Independent Assortment

Chromosomes are randomly oriented along the metaphase plate during Metaphase I. Each can orient with either material or paternal chromosomes closer to a given pole.

Interphase

Cell goes through G1, S (DNA copied), and G2.

Prophase I

Synapsis (Homologous chromosomes pair up and physically connect to form a tetrad).

Metaphase I

Independent orientation (Tetrads line up at the metaphase plate).

Anaphase I

Homologous pairs separate (sister chromatids still attached).

Telophase I & Cytokinesis

Nuclei & cytoplasm divides. There is now a haploid set of chromosomes in each daughter cell.

Prophase II

Mitotic spindle forms. There is NO crossing over.

Metaphase II

Chromosomes line up at the metaphase plate. The chromatids are all unique due to crossing over in Meiosis I.

Anaphase II

Sister chromatids separate and move towards opposite poles.
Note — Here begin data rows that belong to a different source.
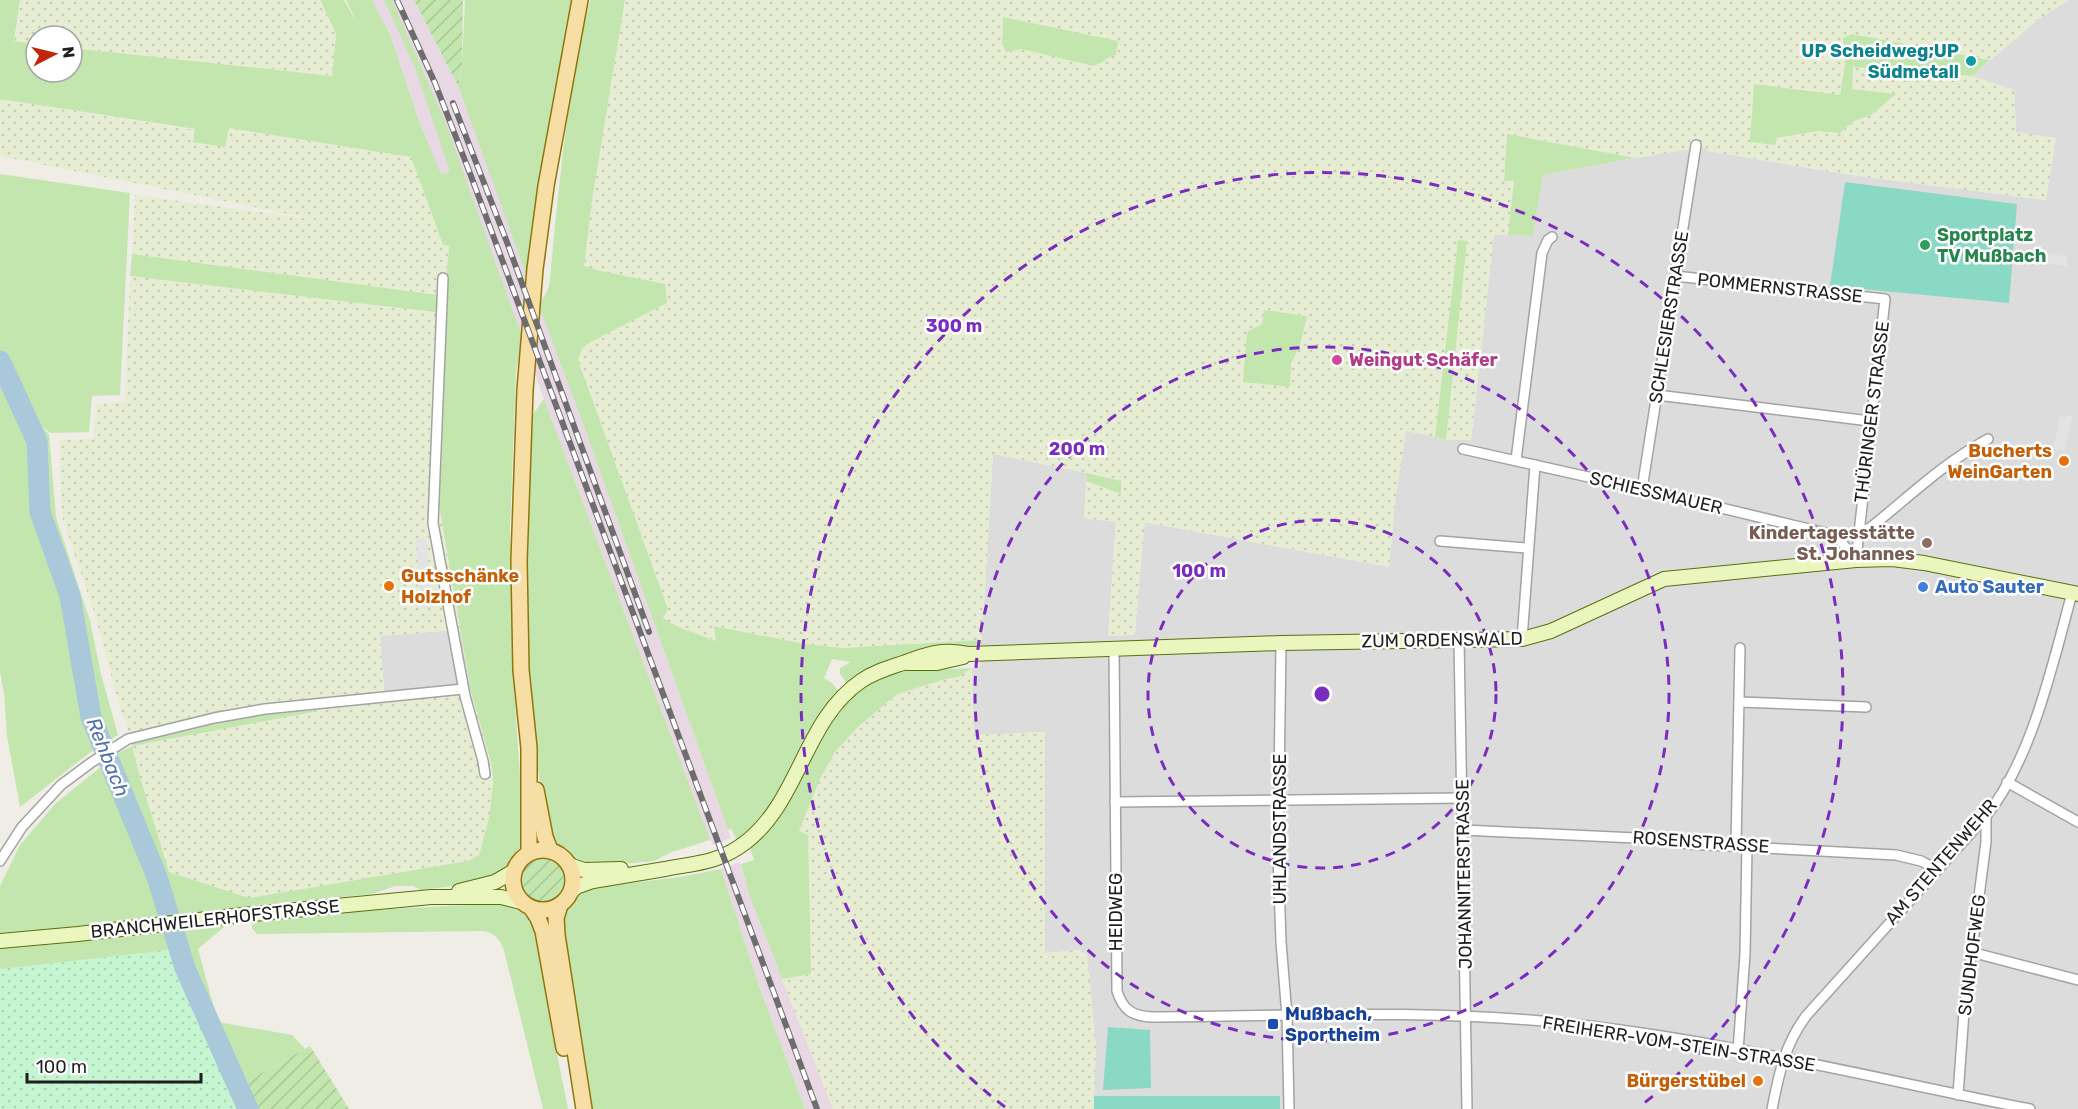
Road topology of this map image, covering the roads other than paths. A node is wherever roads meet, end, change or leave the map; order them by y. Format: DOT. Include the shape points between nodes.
graph roads {
  1 [pos="580,0"];
  2 [pos="1696,145"];
  3 [pos="1552,237"];
  4 [pos="1675,276"];
  5 [pos="442,279"];
  6 [pos="1885,299"];
  7 [pos="1656,395"];
  8 [pos="1870,421"];
  9 [pos="1988,439"];
  10 [pos="1463,449"];
  11 [pos="1516,460"];
  12 [pos="1535,465"];
  13 [pos="1642,489"];
  14 [pos="1858,532"];
  15 [pos="1440,541"];
  16 [pos="1527,548"];
  17 [pos="1856,560"];
  18 [pos="2075,593"];
  19 [pos="1459,639"];
  20 [pos="1522,639"];
  21 [pos="1281,643"];
  22 [pos="1114,648"];
  23 [pos="1740,648"];
  24 [pos="463,689"];
  25 [pos="1739,702"];
  26 [pos="1866,707"];
  27 [pos="529,748"];
  28 [pos="484,774"];
  29 [pos="2007,782"];
  30 [pos="1463,798"];
  31 [pos="1278,801"];
  32 [pos="1115,802"];
  33 [pos="1986,816"];
  34 [pos="2078,822"];
  35 [pos="1464,830"];
  36 [pos="1736,845"];
  37 [pos="1747,846"];
  38 [pos="550,850"];
  39 [pos="529,853"];
  40 [pos="0,861"];
  41 [pos="569,865"];
  42 [pos="665,869"];
  43 [pos="1936,869"];
  44 [pos="513,871"];
  45 [pos="570,893"];
  46 [pos="431,897"];
  47 [pos="527,905"];
  48 [pos="560,905"];
  49 [pos="0,941"];
  50 [pos="1971,952"];
  51 [pos="2078,980"];
  52 [pos="1287,1016"];
  53 [pos="1466,1016"];
  54 [pos="1738,1051"];
  55 [pos="1783,1059"];
  56 [pos="1958,1095"];
  57 [pos="577,1109"];
  58 [pos="584,1109"];
  59 [pos="1289,1109"];
  60 [pos="1467,1109"];
  61 [pos="1772,1109"];
  62 [pos="2030,1109"];
  1 -- 27 [label="main road" via="546,186 525,390 519,561 521,670"];
  2 -- 4 [label="street, SCHLESIERSTRASSE"];
  3 -- 11 [label="street" via="1542,253"];
  4 -- 6 [label="street, POMMERNSTRASSE"];
  4 -- 7 [label="street, SCHLESIERSTRASSE"];
  5 -- 24 [label="street" via="433,523"];
  6 -- 8 [label="street, THÜRINGER STRASSE"];
  7 -- 8 [label="street"];
  7 -- 13 [label="street, SCHLESIERSTRASSE"];
  8 -- 14 [label="street, THÜRINGER STRASSE"];
  9 -- 14 [label="street" via="1938,470 1870,528"];
  10 -- 11 [label="street, SCHIESSMAUER"];
  11 -- 12 [label="street, SCHIESSMAUER"];
  12 -- 13 [label="street, SCHIESSMAUER"];
  12 -- 16 [label="street"];
  13 -- 17 [label="street, SCHIESSMAUER" via="1830,534"];
  14 -- 17 [label="street, THÜRINGER STRASSE"];
  15 -- 16 [label="street"];
  16 -- 20 [label="street"];
  17 -- 18 [label="street, ZUM ORDENSWALD" via="1924,563"];
  17 -- 20 [label="street, ZUM ORDENSWALD" via="1664,579 1551,631"];
  18 -- 29 [label="street, AM STENTENWEHR" via="2038,712"];
  19 -- 20 [label="street, ZUM ORDENSWALD"];
  19 -- 21 [label="street, ZUM ORDENSWALD"];
  19 -- 30 [label="street, JOHANNITERSTRASSE"];
  21 -- 22 [label="street, ZUM ORDENSWALD"];
  21 -- 31 [label="street, UHLANDSTRASSE"];
  22 -- 32 [label="street, HEIDWEG"];
  22 -- 42 [label="street, ZUM ORDENSWALD" via="969,654 937,663 903,663 881,670 861,681 837,703 773,814 746,842 713,861"];
  23 -- 25 [label="street"];
  24 -- 28 [label="street"];
  24 -- 40 [label="street" via="265,709 128,739 61,785 28,820"];
  25 -- 26 [label="street"];
  25 -- 36 [label="street"];
  27 -- 38 [label="main road"];
  27 -- 39 [label="main road"];
  29 -- 33 [label="street, AM STENTENWEHR"];
  29 -- 34 [label="street"];
  30 -- 31 [label="street"];
  30 -- 35 [label="street, JOHANNITERSTRASSE"];
  31 -- 32 [label="street"];
  31 -- 52 [label="street, UHLANDSTRASSE"];
  32 -- 52 [label="street, HEIDWEG" via="1117,991 1124,1009 1152,1017"];
  33 -- 43 [label="street, AM STENTENWEHR"];
  33 -- 50 [label="street, SUNDHOFWEG"];
  35 -- 36 [label="street, ROSENSTRASSE"];
  35 -- 53 [label="street, JOHANNITERSTRASSE"];
  36 -- 37 [label="street, ROSENSTRASSE"];
  37 -- 43 [label="street, ROSENSTRASSE" via="1896,855"];
  37 -- 54 [label="street"];
  38 -- 39 [label="main road"];
  38 -- 41 [label="main road"];
  39 -- 44 [label="main road"];
  41 -- 42 [label="street, ZUM ORDENSWALD" via="590,870"];
  41 -- 45 [label="main road" via="573,880"];
  42 -- 45 [label="street, ZUM ORDENSWALD" via="593,881"];
  43 -- 55 [label="street, AM STENTENWEHR" via="1806,1016"];
  44 -- 46 [label="street, BRANCHWEILERHOFSTRASSE" via="495,882"];
  44 -- 47 [label="main road" via="514,890"];
  45 -- 48 [label="main road"];
  46 -- 47 [label="street, BRANCHWEILERHOFSTRASSE" via="501,897"];
  46 -- 49 [label="street, BRANCHWEILERHOFSTRASSE"];
  47 -- 48 [label="main road" via="548,910"];
  47 -- 57 [label="main road" via="543,932"];
  48 -- 58 [label="main road" via="557,936"];
  50 -- 51 [label="street"];
  50 -- 56 [label="street, SUNDHOFWEG"];
  52 -- 53 [label="street, FREIHERR-VOM-STEIN-STRASSE"];
  52 -- 59 [label="street, UHLANDSTRASSE"];
  53 -- 54 [label="street, FREIHERR-VOM-STEIN-STRASSE" via="1587,1026"];
  53 -- 60 [label="street, JOHANNITERSTRASSE"];
  54 -- 55 [label="street, FREIHERR-VOM-STEIN-STRASSE"];
  55 -- 56 [label="street, FREIHERR-VOM-STEIN-STRASSE"];
  55 -- 61 [label="street, AM STENTENWEHR"];
  56 -- 62 [label="street, FREIHERR-VOM-STEIN-STRASSE"];
}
Telophase II & Cytokinesis

4 genetically unique haploid daughter cells. Nuclei reappears.

True Breeding

Organisms that produce offspring of the same variety over many generations of self pollination.

P Generation

True-breeding parental generation.

F1 Generation

First filial hybrid offspring of P generation.

F2 Generation

Second filial offspring of the F1 generation.

Punnett Squares

Diagrams used to predict the allele combinations of offspring from a cross with known genetic compositions.

Monohybrid Cross

A cross between the F1 hybrids.

Dihybrid Cross

A cross between F1 dihybrids.

Phenotype

An organism’s appearance, which is determined by the genotype.

The Multiplication Rule

The probability that two or more independent events will occur together in some specific combinations.

Law of Segregation

The two alleles for the same trait separate during gamete formation and end up in different gametes.
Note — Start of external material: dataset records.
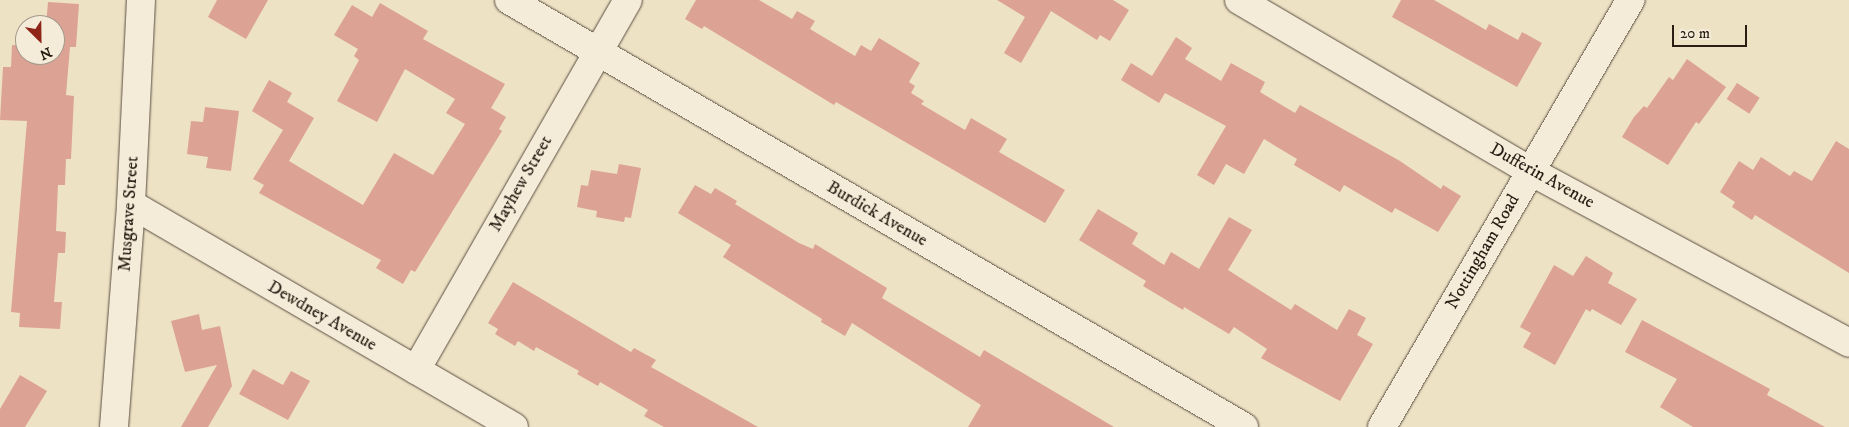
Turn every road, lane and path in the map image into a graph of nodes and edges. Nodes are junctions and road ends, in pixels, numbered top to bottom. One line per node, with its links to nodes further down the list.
1 (141, 0): 8 (street, Musgrave Street)
2 (509, 0): 6 (street, Burdick Avenue)
3 (628, 0): 6 (street, Mayhew Street)
4 (1239, 0): 7 (street, Dufferin Avenue)
5 (1631, 0): 7 (street, Nottingham Road)
6 (597, 52): 10 (street, Mayhew Street); 13 (street, Burdick Avenue)
7 (1530, 171): 9 (street, Dufferin Avenue); 14 (street, Nottingham Road)
8 (131, 204): 10 (street, Dewdney Avenue); 11 (street, Musgrave Street)
9 (1849, 343)
10 (416, 370): 12 (street, Dewdney Avenue)
11 (114, 427)
12 (514, 427)
13 (1244, 427)
14 (1382, 427)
Law of Independent Assortment

Genes for one trait are not inherited with genes of another trait.

The Addition Rule

The probability that two or more mutually exclusive events will occur.

Recessive

An allele that’s effects are hidden by a dominant allele and are only expressed when no dominant alleles are present.

Alleles

Alternative versions of a gene.

Heterozygous

An organism has two different alleles for a gene.

Genotype

The genetic makeup (alleles) of an organism.

Dominant

An allele that is expressed in the phenotype when at least one copy is present.

Homozygous

An organism that has a pair of identical alleles for a character (Dominant/Recessive).

Pedigrees

Family trees that give a visual of inheritance patterns of particular traits.

Incomplete Dominance

Neither allele is fully dominant, and the phenotype is a mix of those of the parental generation.

Polygenic Inheritance

The effect of two or more genes acting on a single phenotype.

Multiple Alleles

Genes that exist in forms with more than two alleles.

Epistasis

The phenotypic expression of a gene at one locus affects a gene at another locus.

X-Linked

Genes found on the x-chromosome.

Codominance

Two alleles that affect phenotype are both expressed.

Y-Linked

Genes specifically found on the y-chromosome. There are less genes on the y-chromosomes, so fewer disorders.

Hemizygous

When a male has an x-linked recessive allele (As males only have 1 x-chromosome, and therefore inherit the recessive trait).

Barr Body

Because females have 2 x-chromosomes, most of the x-chromosome in each cell become inactive and condenses into this, which helps to regulate gene dosage.

Recombinants

Offspring with genotypes that are different from the parents.

Linkage Map

Genetic map that is based on recombination frequencies.

Chi Square

A form of statistical analysis used to compare the actual results (observed) with the expected results.

Phenotypic Plasticity

Individuals with the same genotype exhibit different phenotypes in different environments.

Nondisjunction

Chromosomes fail to separate properly in Meiosis I or Meiosis II.